On this Saint Matthew's Day, consider not only that that erstwhile tax-collector is the Patron Saint of Bankers, but also that that strange and increasingly unfashionable thing, Biblical criticism, purports to read the Bible "as if it were any other ancient text", yet in fact subjects it to a series of methods that would be laughed out in any other literary of historical discipline. Those methods are carefully constructed to "prove" the presuppositions of that strange and increasingly unfashionable thing, liberal theology.
Thus, if two Biblical books are word for word alike, as Matthew, Mark and Luke certainly are in parts, then they must have been copied from each other, since there is no way that God could have inspired them all and, funnily enough, done so in such a way that they confirmed each other's accounts. Hence the theory of Markan Priority, that Saint Mark's Gospel was the first to be written, and that Saint Matthew and Saint Luke copied out great chunks of it word for word. And hence the theory of Q, the compendium of the material found in Matthew and Luke but not in Mark; no copy of Q exists anywhere.

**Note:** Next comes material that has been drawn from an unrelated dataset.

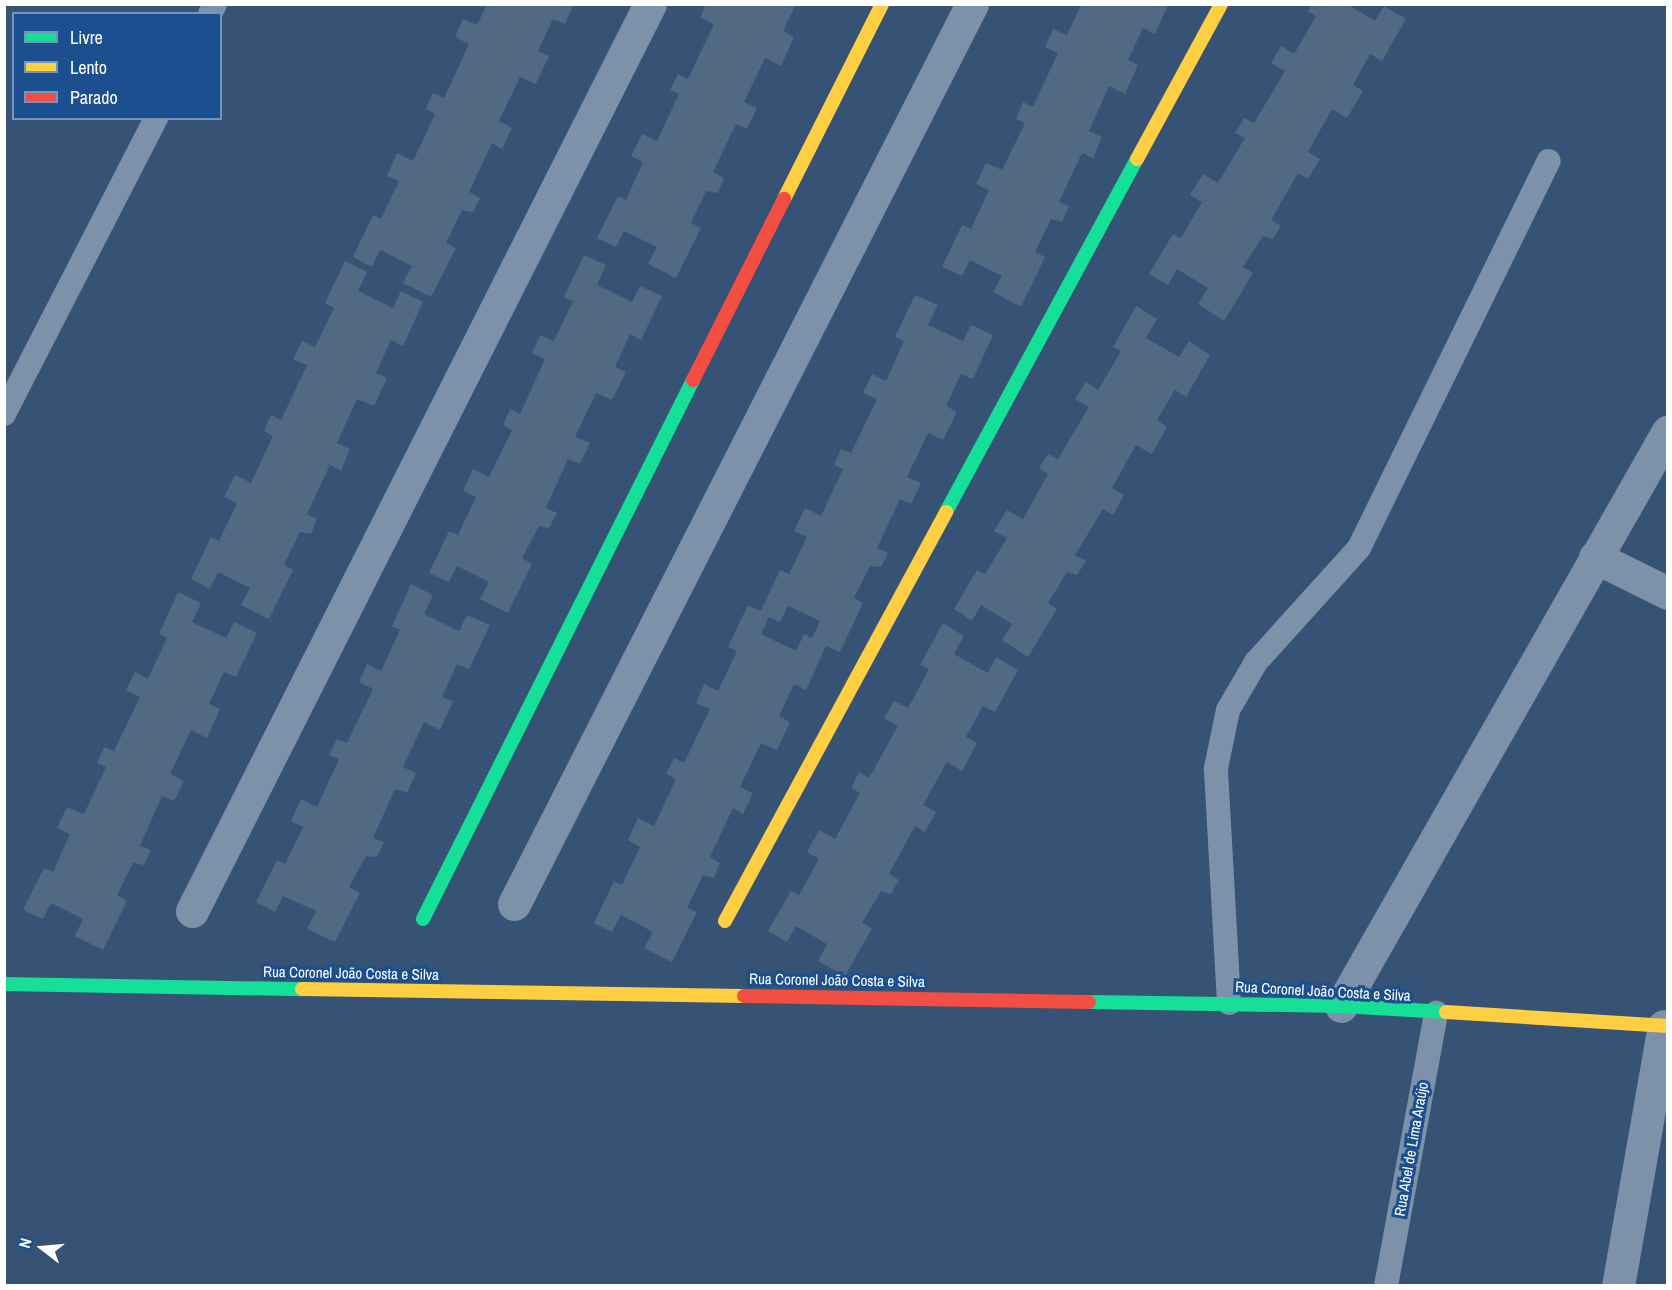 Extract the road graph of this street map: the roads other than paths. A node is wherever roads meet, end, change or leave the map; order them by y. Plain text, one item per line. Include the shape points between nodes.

Jesus simply did not claim divinity for Himself, so that rules out John at a stroke. Miracles simply do not happen, a position not even compatible with agnosticism. Style simply does not develop (seriously), so Saint Paul cannot have written several of the Epistles beginning with the words "From Paul". And so on, and on, and on. Academia is at last moving away from this sort of thing. When will the Church in practice, since of course She has never adopted it, and cannot do so, in principle?
You are beyond even Augustine on this one. Could we coax you into a more Augustinian "Matthean Priority if anything"?
ReplyDeleteYes, I suppose that I could settle for that Patristic position.
ReplyDeleteMarkan Priority is entirely a product of Biblical criticism with all that it entails, and was unknown before then.
Matthean Priority was universally held in the centuries vastly closer to the events, as was the view that the Gospels were in all four cases eye-witness accounts, and unique in being so.
But the existence of any Synoptic Problem to solve is highly questionable in itself.